Sewage Compliance with MARPOL 73/78h
Food Waste Compliance with MARPOL 73/78h
Storage Displacement Water Compliance with MARPOL 73/78h
Bilgewater Compliance with MARPOL 73/78h
Deck Drainage Compliance with MARPOL 73/78h

Pollution prevention and control measures to consider prior to the discharge of spent drilling fluids and drilled cuttings should include the following guidelines:

  • Minimize environmental hazards related to residual chemical additives on discharged cuttings by careful selection of the fluid system. WBDFs should be selected whenever appropriate.
  • Carefully select drilling fluid additives, taking into account their concentration, toxicity, bioavailability, and bioaccumulation potential.
  • Use high-efficiency solids control equipment to reduce the need for fluid change out.
  • Use high-efficiency solids removal and treatment equipment to reduce and minimize the amount of residual fluid contained in drilled cuttings.
  • Use directional drilling (horizontal and extended reach) techniques to avoid sensitive surface areas and to gain access to the reservoir from less sensitive surface areas.
  • Use slim-hole multilateral wells and coiled tubing drilling techniques, when feasible, to reduce the amount of fluids and cuttings.

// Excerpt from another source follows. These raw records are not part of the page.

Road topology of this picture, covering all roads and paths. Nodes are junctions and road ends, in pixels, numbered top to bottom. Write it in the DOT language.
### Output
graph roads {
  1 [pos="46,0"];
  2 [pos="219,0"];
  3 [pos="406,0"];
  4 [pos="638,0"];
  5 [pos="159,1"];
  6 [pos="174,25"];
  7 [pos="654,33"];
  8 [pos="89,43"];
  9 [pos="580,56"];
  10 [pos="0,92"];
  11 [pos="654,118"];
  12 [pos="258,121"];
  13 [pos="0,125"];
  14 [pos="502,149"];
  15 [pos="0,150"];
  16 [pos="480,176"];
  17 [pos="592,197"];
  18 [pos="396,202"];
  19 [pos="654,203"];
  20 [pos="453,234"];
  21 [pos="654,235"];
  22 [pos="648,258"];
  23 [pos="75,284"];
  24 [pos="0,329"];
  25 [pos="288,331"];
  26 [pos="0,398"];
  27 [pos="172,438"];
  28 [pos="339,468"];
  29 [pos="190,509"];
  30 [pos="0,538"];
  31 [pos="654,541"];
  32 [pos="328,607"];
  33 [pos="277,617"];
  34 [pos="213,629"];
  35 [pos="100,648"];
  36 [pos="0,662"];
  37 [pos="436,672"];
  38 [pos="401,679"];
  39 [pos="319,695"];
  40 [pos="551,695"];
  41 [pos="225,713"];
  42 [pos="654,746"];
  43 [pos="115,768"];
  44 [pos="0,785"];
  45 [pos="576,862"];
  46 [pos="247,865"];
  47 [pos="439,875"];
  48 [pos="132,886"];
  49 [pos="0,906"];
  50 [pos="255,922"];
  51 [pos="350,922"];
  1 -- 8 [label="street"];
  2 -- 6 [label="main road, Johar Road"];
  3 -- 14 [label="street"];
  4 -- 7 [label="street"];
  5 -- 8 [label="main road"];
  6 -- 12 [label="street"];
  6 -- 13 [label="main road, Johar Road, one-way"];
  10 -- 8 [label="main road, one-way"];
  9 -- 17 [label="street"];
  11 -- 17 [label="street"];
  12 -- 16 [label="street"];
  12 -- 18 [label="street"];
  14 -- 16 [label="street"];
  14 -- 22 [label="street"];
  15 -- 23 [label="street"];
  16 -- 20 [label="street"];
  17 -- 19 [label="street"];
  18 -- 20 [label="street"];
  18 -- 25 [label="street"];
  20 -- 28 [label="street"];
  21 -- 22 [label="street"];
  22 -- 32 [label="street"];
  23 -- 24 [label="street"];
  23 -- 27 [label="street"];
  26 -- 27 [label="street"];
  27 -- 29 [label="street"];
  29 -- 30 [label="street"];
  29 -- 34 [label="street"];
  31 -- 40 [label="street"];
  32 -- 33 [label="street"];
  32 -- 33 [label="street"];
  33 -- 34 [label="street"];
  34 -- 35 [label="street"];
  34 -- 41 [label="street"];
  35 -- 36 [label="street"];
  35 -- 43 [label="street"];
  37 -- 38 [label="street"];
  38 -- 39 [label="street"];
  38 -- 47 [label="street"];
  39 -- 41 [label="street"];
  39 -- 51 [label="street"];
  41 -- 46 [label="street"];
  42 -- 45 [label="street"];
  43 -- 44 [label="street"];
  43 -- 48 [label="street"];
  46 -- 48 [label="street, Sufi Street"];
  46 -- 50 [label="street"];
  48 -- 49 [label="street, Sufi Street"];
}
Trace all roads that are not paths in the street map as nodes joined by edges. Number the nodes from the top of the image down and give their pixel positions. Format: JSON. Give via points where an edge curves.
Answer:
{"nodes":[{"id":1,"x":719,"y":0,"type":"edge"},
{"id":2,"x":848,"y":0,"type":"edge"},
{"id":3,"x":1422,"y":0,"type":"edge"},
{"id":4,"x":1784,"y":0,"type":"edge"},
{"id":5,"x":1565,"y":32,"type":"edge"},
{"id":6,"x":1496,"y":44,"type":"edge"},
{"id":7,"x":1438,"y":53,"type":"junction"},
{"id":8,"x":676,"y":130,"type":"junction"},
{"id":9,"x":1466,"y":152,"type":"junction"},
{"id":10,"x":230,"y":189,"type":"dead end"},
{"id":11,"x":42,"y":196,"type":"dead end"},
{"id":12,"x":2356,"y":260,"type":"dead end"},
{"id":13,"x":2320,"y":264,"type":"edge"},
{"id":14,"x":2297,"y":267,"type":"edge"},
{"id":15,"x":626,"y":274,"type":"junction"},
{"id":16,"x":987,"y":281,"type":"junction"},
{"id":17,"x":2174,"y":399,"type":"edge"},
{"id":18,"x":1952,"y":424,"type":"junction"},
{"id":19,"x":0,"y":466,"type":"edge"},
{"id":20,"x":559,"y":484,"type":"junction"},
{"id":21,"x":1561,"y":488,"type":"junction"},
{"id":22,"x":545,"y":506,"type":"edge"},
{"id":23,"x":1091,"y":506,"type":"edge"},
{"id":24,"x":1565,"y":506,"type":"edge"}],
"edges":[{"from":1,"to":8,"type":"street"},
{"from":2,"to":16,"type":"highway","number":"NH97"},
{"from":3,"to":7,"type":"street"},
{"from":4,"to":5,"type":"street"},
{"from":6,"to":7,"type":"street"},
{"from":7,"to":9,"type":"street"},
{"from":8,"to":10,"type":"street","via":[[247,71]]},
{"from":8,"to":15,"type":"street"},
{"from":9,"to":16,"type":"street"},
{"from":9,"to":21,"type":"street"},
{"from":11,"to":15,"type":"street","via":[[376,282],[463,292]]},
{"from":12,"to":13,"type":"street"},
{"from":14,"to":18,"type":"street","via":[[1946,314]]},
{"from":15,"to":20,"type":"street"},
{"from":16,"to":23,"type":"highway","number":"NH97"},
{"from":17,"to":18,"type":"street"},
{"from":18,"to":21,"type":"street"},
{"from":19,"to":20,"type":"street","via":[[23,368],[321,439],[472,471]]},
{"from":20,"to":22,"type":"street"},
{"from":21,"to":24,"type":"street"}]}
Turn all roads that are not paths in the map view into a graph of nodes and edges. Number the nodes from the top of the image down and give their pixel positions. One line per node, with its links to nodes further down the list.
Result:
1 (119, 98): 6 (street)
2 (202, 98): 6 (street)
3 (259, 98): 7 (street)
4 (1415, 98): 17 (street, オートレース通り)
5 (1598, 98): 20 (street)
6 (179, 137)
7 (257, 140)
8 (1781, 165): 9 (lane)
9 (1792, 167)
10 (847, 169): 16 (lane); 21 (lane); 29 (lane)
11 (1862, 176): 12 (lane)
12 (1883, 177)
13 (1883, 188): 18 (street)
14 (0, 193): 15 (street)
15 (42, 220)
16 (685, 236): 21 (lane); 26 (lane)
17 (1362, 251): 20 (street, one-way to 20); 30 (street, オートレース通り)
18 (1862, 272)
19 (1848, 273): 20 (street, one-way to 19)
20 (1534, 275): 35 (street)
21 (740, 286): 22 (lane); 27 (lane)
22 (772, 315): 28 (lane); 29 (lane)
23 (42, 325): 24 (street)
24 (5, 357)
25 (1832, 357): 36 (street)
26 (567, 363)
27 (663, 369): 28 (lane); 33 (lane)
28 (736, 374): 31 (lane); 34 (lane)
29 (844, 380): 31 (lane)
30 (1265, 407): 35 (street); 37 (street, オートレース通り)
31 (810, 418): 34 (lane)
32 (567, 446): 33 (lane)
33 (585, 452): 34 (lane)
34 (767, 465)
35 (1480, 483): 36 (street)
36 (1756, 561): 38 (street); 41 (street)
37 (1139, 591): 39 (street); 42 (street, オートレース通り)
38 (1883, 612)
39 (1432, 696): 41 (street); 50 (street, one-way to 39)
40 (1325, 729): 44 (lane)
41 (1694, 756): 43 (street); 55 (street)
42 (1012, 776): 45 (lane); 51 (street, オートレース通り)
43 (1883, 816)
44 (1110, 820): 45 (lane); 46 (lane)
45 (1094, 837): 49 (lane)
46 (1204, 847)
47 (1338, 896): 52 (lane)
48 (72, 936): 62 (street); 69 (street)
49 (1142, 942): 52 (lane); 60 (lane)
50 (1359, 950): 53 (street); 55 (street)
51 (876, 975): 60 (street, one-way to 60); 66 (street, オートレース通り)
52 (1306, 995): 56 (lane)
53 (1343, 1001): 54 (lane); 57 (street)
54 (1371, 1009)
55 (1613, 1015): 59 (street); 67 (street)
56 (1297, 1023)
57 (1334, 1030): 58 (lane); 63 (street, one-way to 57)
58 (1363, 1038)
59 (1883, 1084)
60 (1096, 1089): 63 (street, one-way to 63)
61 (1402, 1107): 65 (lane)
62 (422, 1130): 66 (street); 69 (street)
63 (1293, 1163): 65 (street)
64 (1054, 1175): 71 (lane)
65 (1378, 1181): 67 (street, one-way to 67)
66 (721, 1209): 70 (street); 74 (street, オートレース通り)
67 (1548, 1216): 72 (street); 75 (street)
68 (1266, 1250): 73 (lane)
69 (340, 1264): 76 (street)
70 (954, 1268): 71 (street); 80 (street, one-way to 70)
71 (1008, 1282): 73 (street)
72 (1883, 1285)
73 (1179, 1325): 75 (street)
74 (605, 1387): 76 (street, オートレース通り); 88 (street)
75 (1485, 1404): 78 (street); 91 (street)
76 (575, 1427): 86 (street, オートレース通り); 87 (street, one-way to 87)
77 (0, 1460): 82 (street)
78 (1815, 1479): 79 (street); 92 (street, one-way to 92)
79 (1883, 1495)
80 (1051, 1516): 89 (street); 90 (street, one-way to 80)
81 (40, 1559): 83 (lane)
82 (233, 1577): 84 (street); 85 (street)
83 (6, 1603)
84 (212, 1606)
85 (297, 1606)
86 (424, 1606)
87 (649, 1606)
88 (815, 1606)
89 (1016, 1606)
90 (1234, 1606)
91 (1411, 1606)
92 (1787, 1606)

Drilling fluids to be discharged to sea (including as residual material on drilled cuttings) are subject to tests for toxicity, barite contamination, and oil content provided in Table 1. Barite contamination by mercury (Hg) and cadmium (Cd) must be checked to ensure compliance with the discharge limits provided in Table 1. Suppliers should be asked to guarantee that barite quality meets this standard with pre-treatment, if necessary.

WBDF and treated drilled cuttings discharge should be made via a caisson submerged at an appropriate depth to ensure suitable dispersion of the effluent (i.e., a dispersion study demonstrates that the relevant impact is acceptable).

Sand produced from the reservoir is separated from the formation fluids during hydrocarbon processing. The produced sand can contain hydrocarbons, and the hydrocarbon content can vary substantially, depending on location, depth, and reservoir characteristics. Well completion should aim to reduce the production of sand at source using effective downhole sand control measures.

Whenever practical, produced sand removed from process equipment should be transported to shore for treatment and disposal, or routed to an offshore injection disposal well if available. Direct discharge to sea is not good practice. If discharge to sea is the only demonstrably feasible option, then the discharge should meet the guideline values in Table 1.

Any oily water generated from the treatment of produced sand should be recovered and treated to meet the guideline values for produced water in Table 1.